Access to Care
The October – December 2022 issue of ANS (45:4) is just published! The first ANS featured article in this issue is titled “Access Denied: Nurses’ Perspectives of Access to Oncology Care Among Indigenous Peoples in Canada” authored by Tara C. Horrill, PhD, RN; Donna E. Martin, PhD, RN; Josée G. Lavoie, PhD; and Annette S. H. Schultz, PhD, RN. You can download and read this article at no cost while it is featured, and we welcome your comments about this work here! Dr. Horrill shared this information about this work for ANS readers:
My program of research centers on health and healthcare inequities in the cancer care sector. The research findings reported in “Access Denied…” represents one component of a multiple methods study that investigated issues of access to cancer care among Indigenous Peoples in Canada, and was the final component of my doctoral dissertation. My interest in issues of inequitable access to cancer care and Indigenous Peoples was born out of my experiences as a clinical oncology nurse, and repeatedly seeing Indigenous patients be diagnosed with advanced cancers, often cancers that we have the ability to detect early and treat. As I started to ask questions of clinicians around me as to why we were seeing these patterns, the responses I received often attributed these late diagnoses to “lifestyle” choices or increased cancer risk. Yet there seemed to be more to the picture that I wasn’t hearing, and I wondered about issues of accessibility, which formed the basis of my dissertation research. The findings reported in this article focus specifically on interviews with oncology nurses to understand their perspectives on the barriers to and facilitators of access to oncology care, which has not yet been explored in existing literature.
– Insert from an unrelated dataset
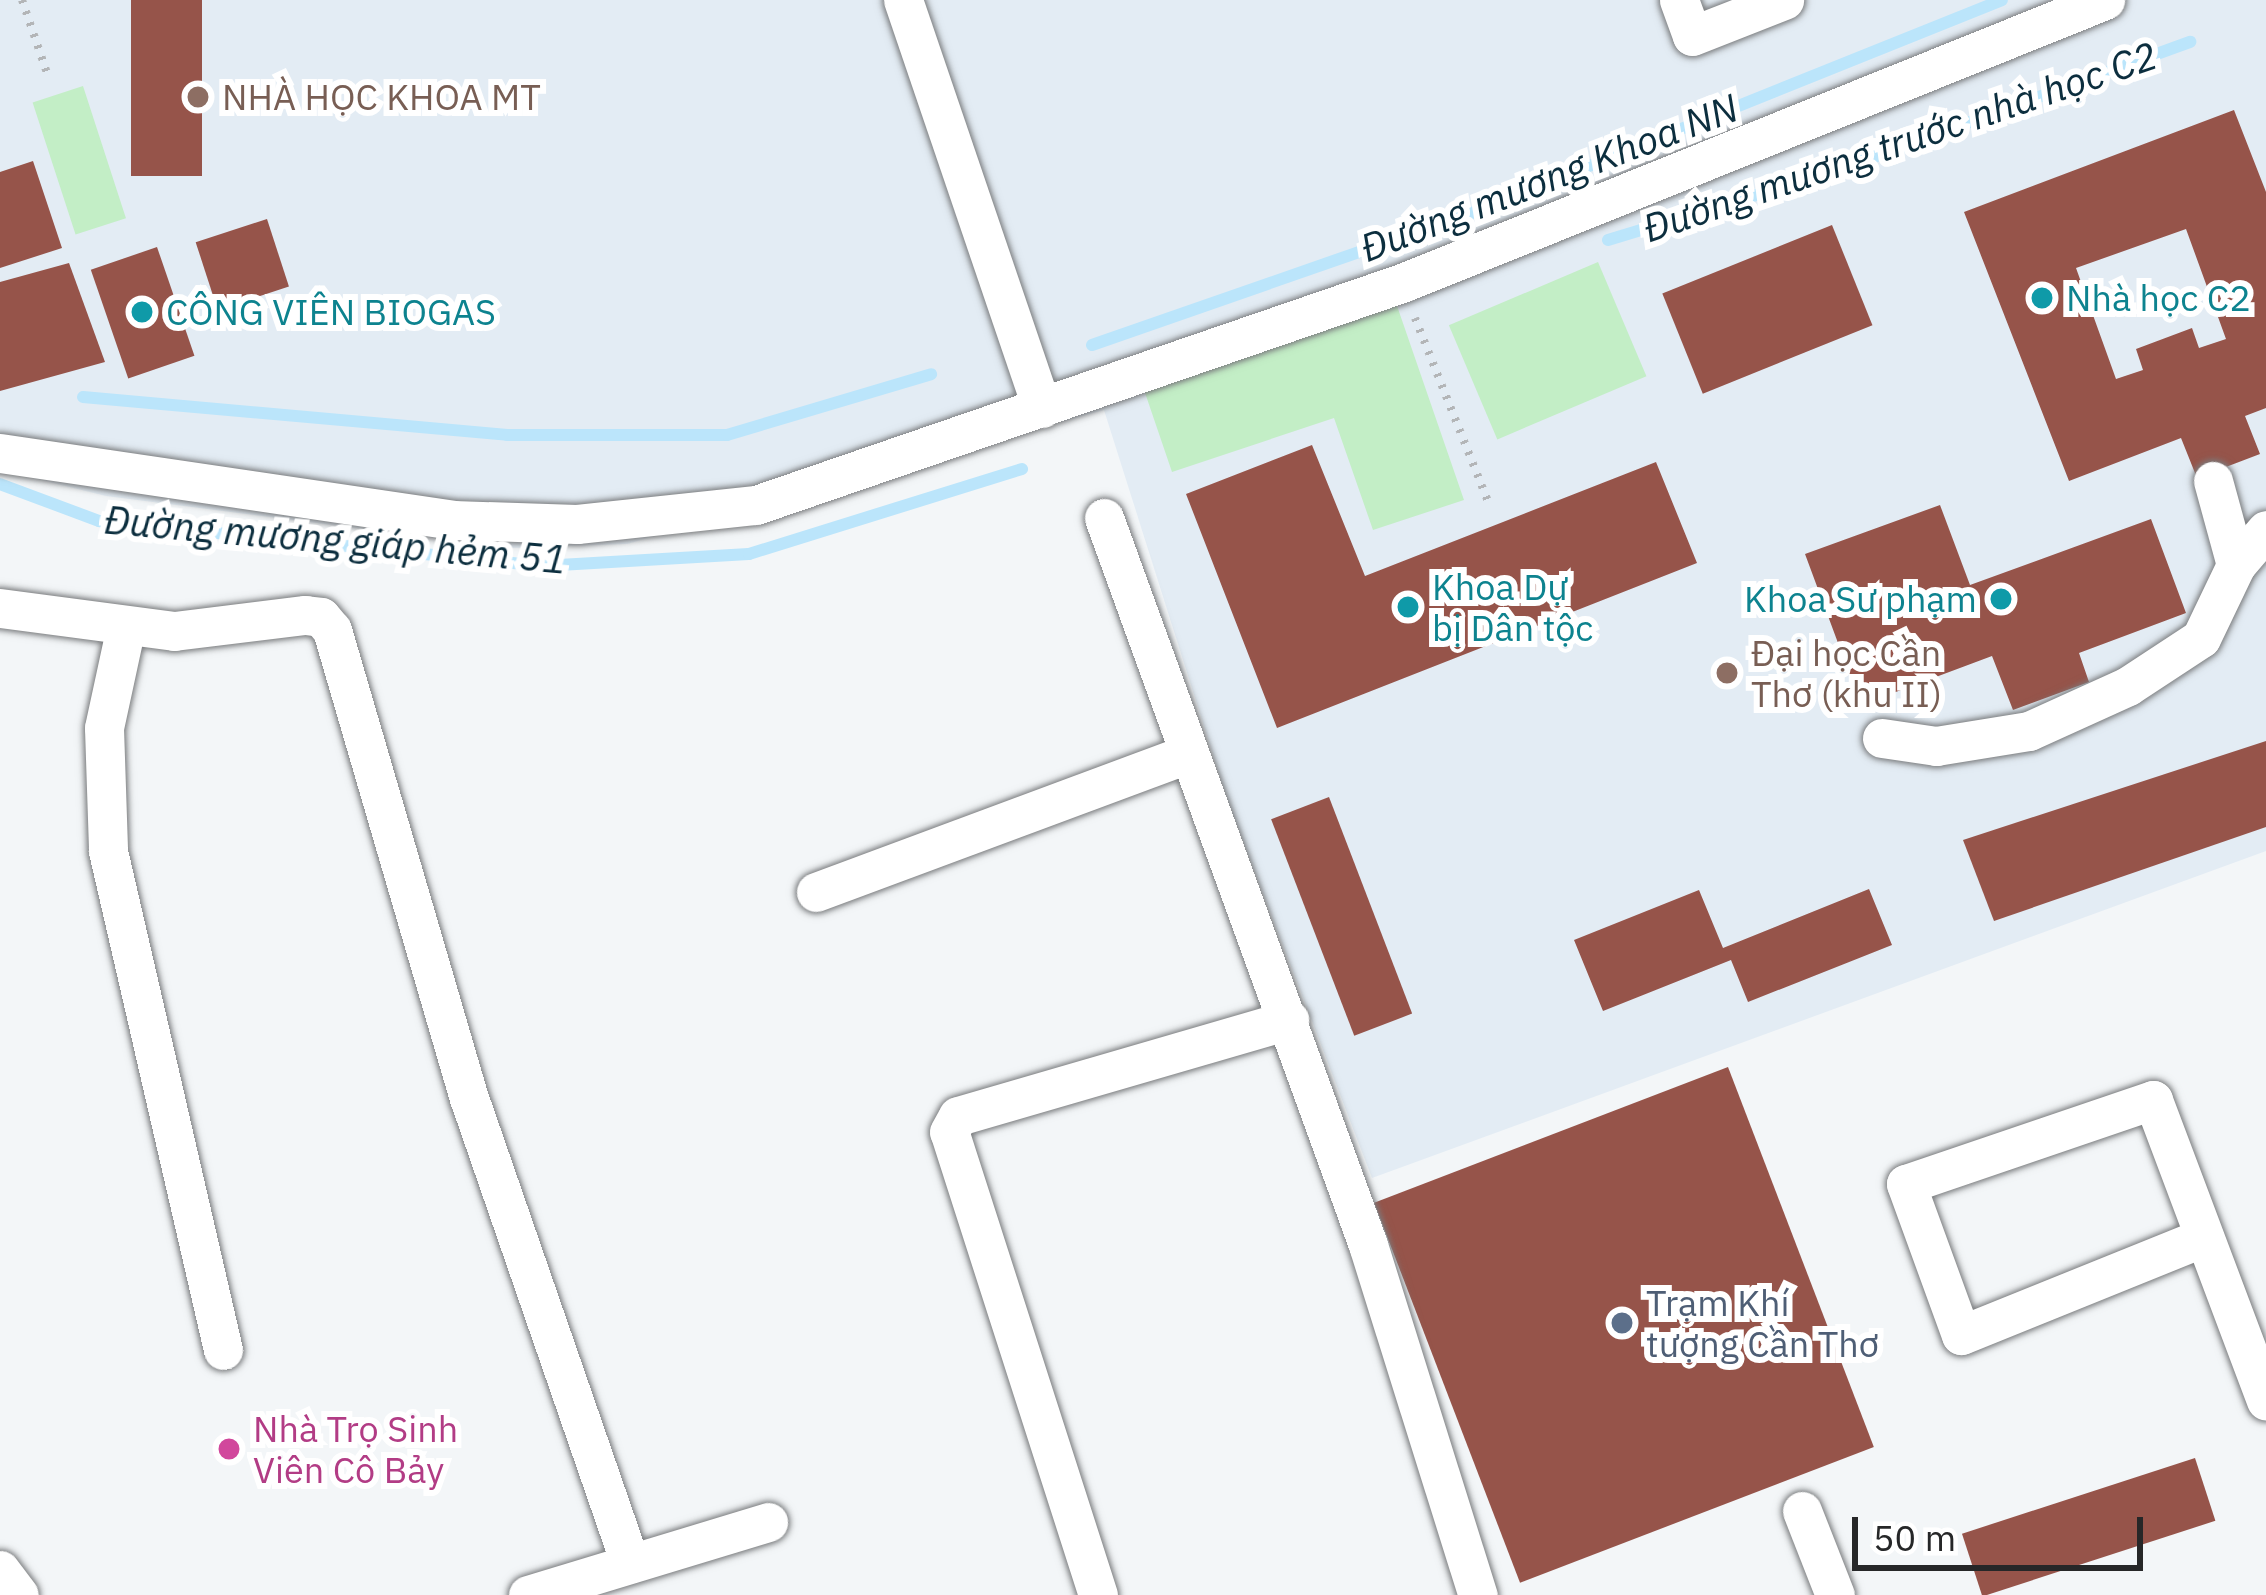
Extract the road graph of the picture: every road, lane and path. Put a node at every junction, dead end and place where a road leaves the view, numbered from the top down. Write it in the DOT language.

We were particularly interested in nurses’ perspectives as they provide the bulk of clinical care, daily navigate the tensions between individual patient experiences of illness and suffering and the health system in which they work, and also have experiences of caring for Indigenous patients over time and various practice settings. Nurses provided important insights into many of the challenges surrounding access to oncology care and drew attention to the actual and potential work of oncology nurses in addressing these inequities. It seems the role of nurses is not often considered in relation to healthcare access, however these findings open space to not only see the valuable work being done by nurses, but to consider where and how we, as a profession, could better to confront inequities in access to oncology care for Indigenous Peoples by addressing healthcare access at all levels.